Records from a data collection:
↓
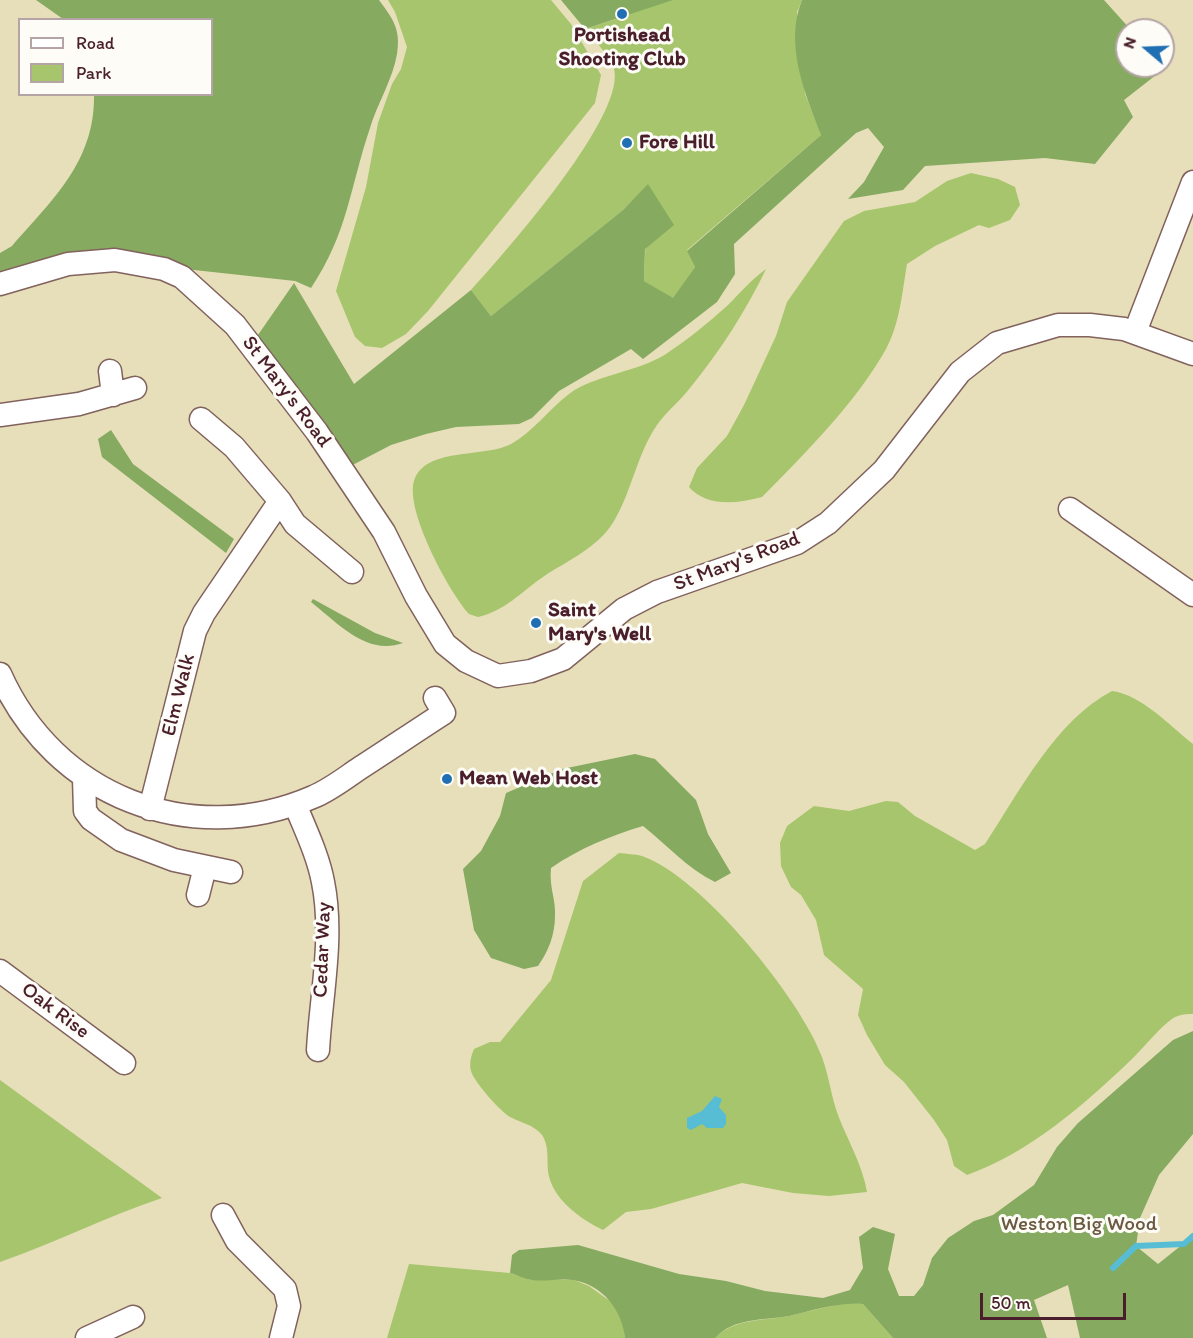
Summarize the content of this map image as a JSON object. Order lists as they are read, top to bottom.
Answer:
{
  "streets": {
    "street": [
      "St Mary's Road",
      "Elm Walk",
      "Cedar Way",
      "Oak Rise"
    ]
  },
  "parks": ["Weston Big Wood"],
  "places": [
    "Portishead Shooting Club",
    "Fore Hill",
    "Saint Mary's Well",
    "Mean Web Host"
  ],
  "legend": ["Road", "Park"],
  "scale_bar": "50 m",
  "north": "left"
}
↑
■ **Exercise brief**: Although the records contain pictures, your copy should hold only the text, reproduced exactly.

■ **The answer**:
Summarize the content of this map image as a JSON object. Order lists as they are read, top to bottom.
Answer:
{
  "streets": {
    "street": [
      "St Mary's Road",
      "Elm Walk",
      "Cedar Way",
      "Oak Rise"
    ]
  },
  "parks": ["Weston Big Wood"],
  "places": [
    "Portishead Shooting Club",
    "Fore Hill",
    "Saint Mary's Well",
    "Mean Web Host"
  ],
  "legend": ["Road", "Park"],
  "scale_bar": "50 m",
  "north": "left"
}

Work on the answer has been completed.